Эдвард Докс - Каллиграф
Если классифицировать всех женщин с точки зрения утреннего поведения (с поправкой на погрешности, возникающие при подобных обобщениях), существуют три типа женщин: те, что ни за что не хотят показываться на глаза без одежды (они вылезают из-под пухового одеяла только для того, чтобы закутаться в мое пальто); те, что ни о чем не заботятся и смело появляются перед вами обнаженными (одежда остается гам, где упала накануне); и те, что желают причислить себя к кругу беззастенчивых, но не могут и минуты оставаться без покрова, поскольку их представления о стыдливости не изменились с детства. Любопытно, что принадлежность к тому или иному типу не зависит от социального положения, возраста или даже внешности – и вы никогда не угадаете ее заранее, – но парадоксально то, что обычно эксгибиционистки не создают лишних проблем после разрыва отношений, в этом на них можно рассчитывать. Не знаю почему – может, они дают установку: «Да пошел ты, я тебе дала свой номер телефона, но мне дела нет, собираешься ты звонить или нет», в то время как скромницы… о боже! Я поставил кофе со своей стороны кровати, передал Сесиль ее чашку и предложил немного коричневатого тростникового сахара, а потом устроился в постели сам.
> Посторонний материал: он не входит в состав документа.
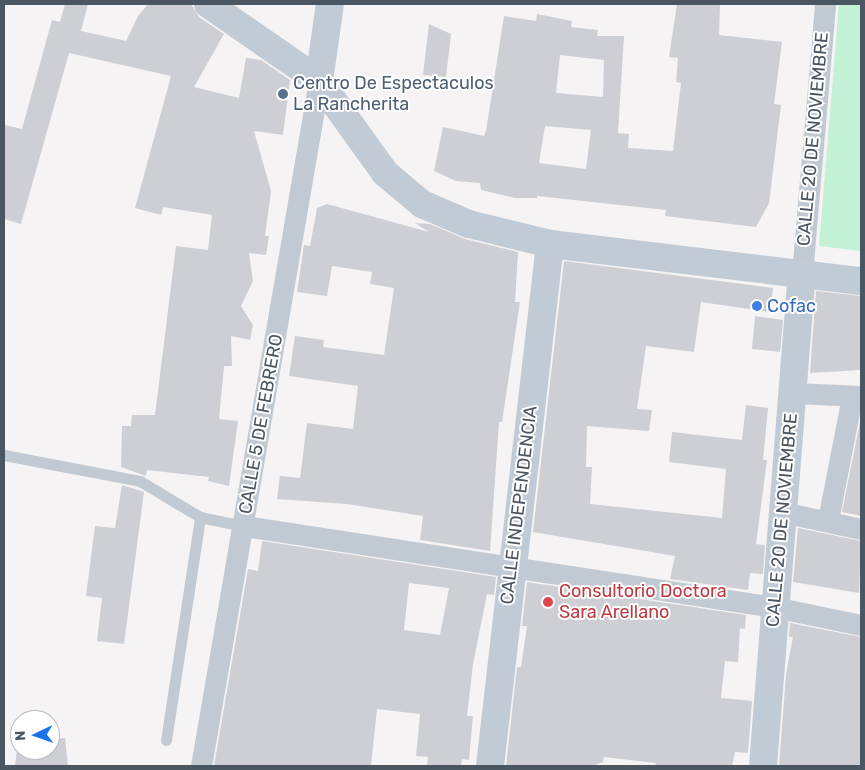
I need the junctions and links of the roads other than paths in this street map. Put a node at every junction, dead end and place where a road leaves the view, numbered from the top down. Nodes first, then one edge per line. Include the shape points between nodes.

– Итак, чем же ты занимаешься, Джаспер? За весь ужин ты не сказал об этом ни слова. Я тебя внимательно слушала. Это что-то ужасное? Ты налоговый инспектор? Или продаешь сигареты в Африку?
– Я каллиграф.
– Un calligraphe?
– Absolument [22].
Она села, опустив руку с чашкой, другой рукой поправила подушку, лежавшую за спиной. На фоне смуглой кожи ее зубы казались особенно белыми.
– Ну и как?
– Хорошо. В смысле – мне нравится.
– Тебе хватает на жизнь?
– Пока да.
– Ты работаешь прямо здесь?
– Да. Я работаю дома.
– Можно потом посмотреть?
– Да, если хочешь. – Я повернулся, чтобы налить кофе. – На прошлой неделе я начал новый заказ для одного клиента – это подборка стихотворений. Вчера я как раз закончил первую часть первого из них, но я как-то не уверен, что…
– И кто это?
– Богатый американец из Чикаго. Подразумевается, что я не должен называть его имя. Ему принадлежит куча газет и несколько телеканалов, и мне пришлось подписать договор о сохранении конфиденциальности, наверное потому, что он страшно знаменитый и важный тип, и если кто-нибудь пронюхает, что он заказал рукописный вариант каких-то стихов, Уолл-Стрит рухнет.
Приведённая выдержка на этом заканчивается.